ACTIVITY: Each entry below is to be reproduced exactly, though any pictures it holds must be omitted.

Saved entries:
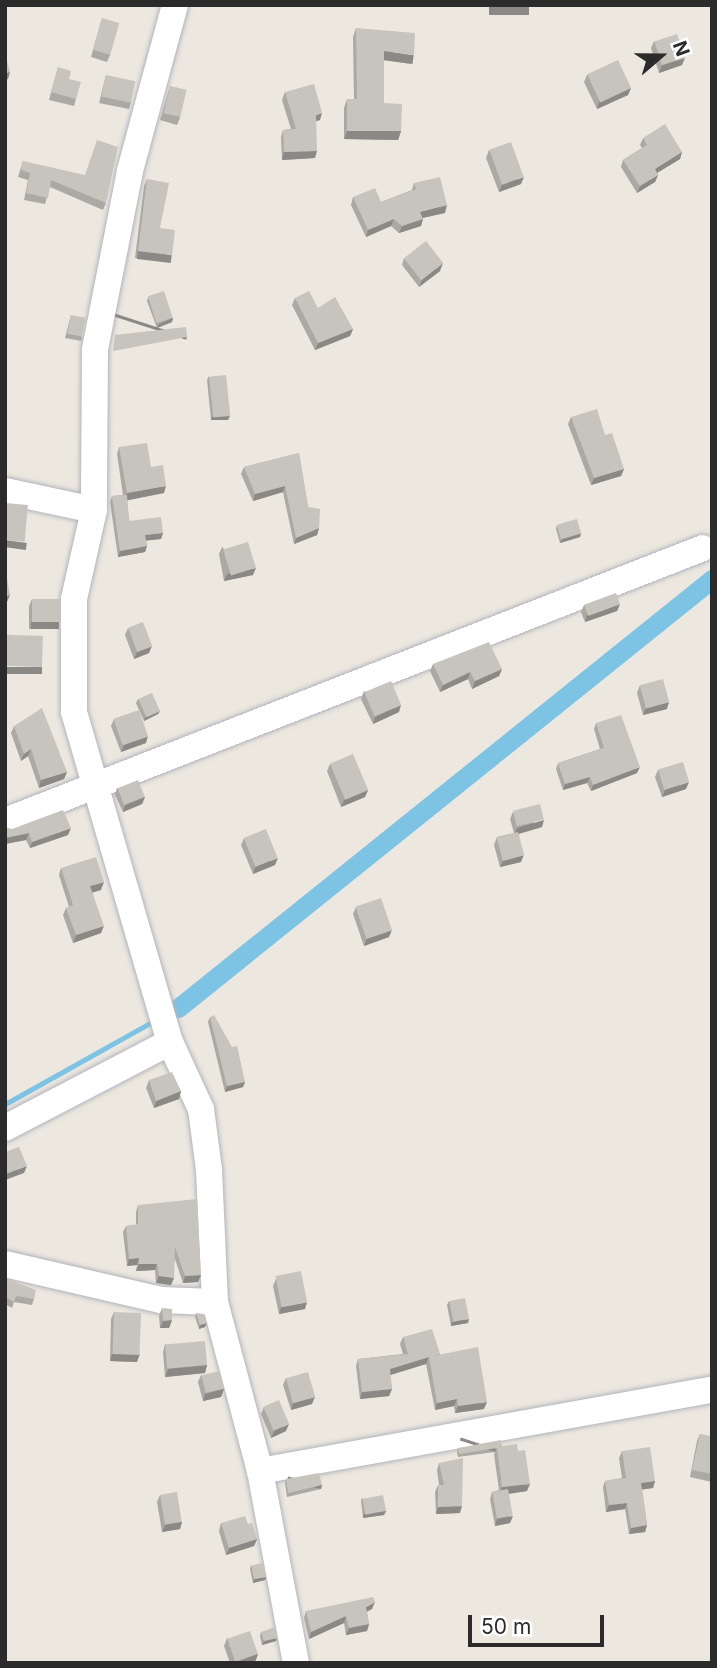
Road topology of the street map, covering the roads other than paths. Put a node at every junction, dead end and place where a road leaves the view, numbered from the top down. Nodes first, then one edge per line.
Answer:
1 (175, 5) edge
2 (5, 491) edge
3 (94, 510) junction
4 (703, 548) dead end
5 (94, 786) junction
6 (5, 821) edge
7 (165, 1025) junction
8 (5, 1128) edge
9 (5, 1264) edge
10 (215, 1302) junction
11 (712, 1390) edge
12 (260, 1471) junction
13 (296, 1663) edge

1 - 3 street
2 - 3 street
3 - 5 street
4 - 5 street
5 - 6 street
5 - 7 street
7 - 8 street
7 - 10 street
9 - 10 street
10 - 12 street
11 - 12 street
12 - 13 street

EXERCISE RESULT:
Road topology of the street map, covering the roads other than paths. Put a node at every junction, dead end and place where a road leaves the view, numbered from the top down. Nodes first, then one edge per line.
Answer:
1 (175, 5) edge
2 (5, 491) edge
3 (94, 510) junction
4 (703, 548) dead end
5 (94, 786) junction
6 (5, 821) edge
7 (165, 1025) junction
8 (5, 1128) edge
9 (5, 1264) edge
10 (215, 1302) junction
11 (712, 1390) edge
12 (260, 1471) junction
13 (296, 1663) edge

1 - 3 street
2 - 3 street
3 - 5 street
4 - 5 street
5 - 6 street
5 - 7 street
7 - 8 street
7 - 10 street
9 - 10 street
10 - 12 street
11 - 12 street
12 - 13 street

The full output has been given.